Study population and ethics statement

For time point 1, stool samples were collected from six adult volunteers living in the Bay Area, CA, USA. This study involving humans was approved by our institutional internal review board (Stanford IRB 42043; principal investigator: A.S.B.), and informed consent was obtained from all participants. For time point 2, the same individuals were recontacted for a second stool donation, 2 years after the initial one.

The samples for time point 1 were included in the publication of Maghini et al.⁶², and short-read metagenomic sequencing reads are available at the National Center for Biotechnology Information’s Sequence Read Archive under the identifier PRJNA940499.

Sample collection and processing

Stool samples were collected without a preservative and stored at −80 °C. All DNA extractions were performed using the QIAamp PowerFecal Pro DNA Kit (QIAGEN; 51804) according to the manufacturer’s instructions, with the exception of using the EZ-Vac Vacuum Manifold (Zymo Research) instead of centrifugation. DNA concentration was measured using a Qubit 3.0 Fluorometer (Thermo Fisher Scientific) with the dsDNA High Sensitivity kit.

Metagenomic short-read sequencing

The samples from T1 had already been sequenced; therefore, we generated new libraries only for samples from T2. Metagenomic sequencing libraries were pooled, and 2 × 150 bp reads were generated using the NovaSeq 6000 platform (Illumina; 20012850) to a final depth of 6 Gb per sample.
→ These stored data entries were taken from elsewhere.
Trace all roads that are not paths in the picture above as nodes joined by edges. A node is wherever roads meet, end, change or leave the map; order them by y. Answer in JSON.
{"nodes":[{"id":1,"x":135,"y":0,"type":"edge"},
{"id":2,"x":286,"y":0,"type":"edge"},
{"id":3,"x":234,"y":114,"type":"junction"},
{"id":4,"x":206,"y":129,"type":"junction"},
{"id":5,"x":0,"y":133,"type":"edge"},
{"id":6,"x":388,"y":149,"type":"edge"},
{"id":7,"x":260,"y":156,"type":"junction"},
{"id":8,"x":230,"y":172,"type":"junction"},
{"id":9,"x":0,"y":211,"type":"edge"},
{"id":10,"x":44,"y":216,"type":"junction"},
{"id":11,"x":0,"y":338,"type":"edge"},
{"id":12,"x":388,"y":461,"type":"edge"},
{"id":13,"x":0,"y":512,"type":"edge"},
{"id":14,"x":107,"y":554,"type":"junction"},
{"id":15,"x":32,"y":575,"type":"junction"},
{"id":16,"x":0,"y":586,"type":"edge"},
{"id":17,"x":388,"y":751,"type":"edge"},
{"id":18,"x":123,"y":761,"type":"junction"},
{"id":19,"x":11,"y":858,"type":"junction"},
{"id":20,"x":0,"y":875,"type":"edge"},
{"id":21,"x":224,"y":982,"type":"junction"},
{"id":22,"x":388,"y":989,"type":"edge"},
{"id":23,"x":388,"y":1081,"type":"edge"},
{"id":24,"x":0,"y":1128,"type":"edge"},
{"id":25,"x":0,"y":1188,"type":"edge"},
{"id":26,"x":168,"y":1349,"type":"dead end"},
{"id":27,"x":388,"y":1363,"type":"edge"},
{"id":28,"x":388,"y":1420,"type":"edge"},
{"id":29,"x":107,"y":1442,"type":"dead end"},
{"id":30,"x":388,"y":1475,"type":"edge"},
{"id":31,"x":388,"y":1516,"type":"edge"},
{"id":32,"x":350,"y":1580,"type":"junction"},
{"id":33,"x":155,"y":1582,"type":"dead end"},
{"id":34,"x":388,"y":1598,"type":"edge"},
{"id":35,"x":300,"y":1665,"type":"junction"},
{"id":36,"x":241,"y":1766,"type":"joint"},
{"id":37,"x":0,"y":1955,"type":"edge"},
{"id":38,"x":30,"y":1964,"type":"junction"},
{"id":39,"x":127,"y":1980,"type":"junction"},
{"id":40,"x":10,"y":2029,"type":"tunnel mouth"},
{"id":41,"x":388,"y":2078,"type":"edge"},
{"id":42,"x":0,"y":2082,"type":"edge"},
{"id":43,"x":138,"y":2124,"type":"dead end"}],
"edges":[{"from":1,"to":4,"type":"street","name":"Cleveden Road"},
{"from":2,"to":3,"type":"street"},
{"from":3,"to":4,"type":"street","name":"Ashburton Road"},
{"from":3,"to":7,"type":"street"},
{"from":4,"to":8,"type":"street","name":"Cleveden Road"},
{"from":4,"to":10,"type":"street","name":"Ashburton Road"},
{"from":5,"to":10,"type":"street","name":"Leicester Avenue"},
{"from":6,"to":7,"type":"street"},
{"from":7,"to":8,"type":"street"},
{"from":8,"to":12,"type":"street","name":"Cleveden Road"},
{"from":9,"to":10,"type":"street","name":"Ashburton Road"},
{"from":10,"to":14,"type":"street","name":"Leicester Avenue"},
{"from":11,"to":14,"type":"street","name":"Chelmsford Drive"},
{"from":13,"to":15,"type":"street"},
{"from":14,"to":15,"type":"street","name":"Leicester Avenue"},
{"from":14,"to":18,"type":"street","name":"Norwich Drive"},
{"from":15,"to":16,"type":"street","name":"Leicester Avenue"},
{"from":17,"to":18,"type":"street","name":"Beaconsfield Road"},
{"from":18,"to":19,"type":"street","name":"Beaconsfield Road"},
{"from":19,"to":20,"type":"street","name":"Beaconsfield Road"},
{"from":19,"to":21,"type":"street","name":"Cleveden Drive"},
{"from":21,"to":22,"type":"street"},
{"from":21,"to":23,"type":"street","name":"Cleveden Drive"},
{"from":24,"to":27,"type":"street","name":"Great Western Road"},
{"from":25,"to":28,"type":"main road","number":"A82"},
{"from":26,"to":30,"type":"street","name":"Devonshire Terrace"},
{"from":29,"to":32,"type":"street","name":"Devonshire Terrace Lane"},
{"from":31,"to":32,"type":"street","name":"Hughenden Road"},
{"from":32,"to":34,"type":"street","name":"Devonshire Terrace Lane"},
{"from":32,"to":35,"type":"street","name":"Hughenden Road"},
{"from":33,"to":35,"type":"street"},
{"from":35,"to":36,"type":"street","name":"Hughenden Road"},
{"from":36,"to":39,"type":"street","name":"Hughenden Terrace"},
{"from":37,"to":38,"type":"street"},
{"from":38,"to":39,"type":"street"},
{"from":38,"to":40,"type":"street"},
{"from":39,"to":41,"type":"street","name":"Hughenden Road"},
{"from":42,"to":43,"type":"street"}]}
Metagenomic long-read sequencing

All samples from both time points underwent long-read metagenomic sequencing using the ONT platform. DNA fragment distribution was assessed using a TapeStation (Agilent; G2992AA). Samples with apparent fragmentation were cleaned up using a bead-based protocol before library preparation⁶³.

Libraries were prepared using the Native Barcoding Kit V24 (ONT; SQK-NBD114.24) using 1,000 ng of DNA as input. In the pooling step, four samples were combined, resulting in three total libraries. The libraries were loaded onto PromethION R10.4.1 flow cells (ONT; FLO-PRO114M) and sequenced until exhaustion of the flow cells.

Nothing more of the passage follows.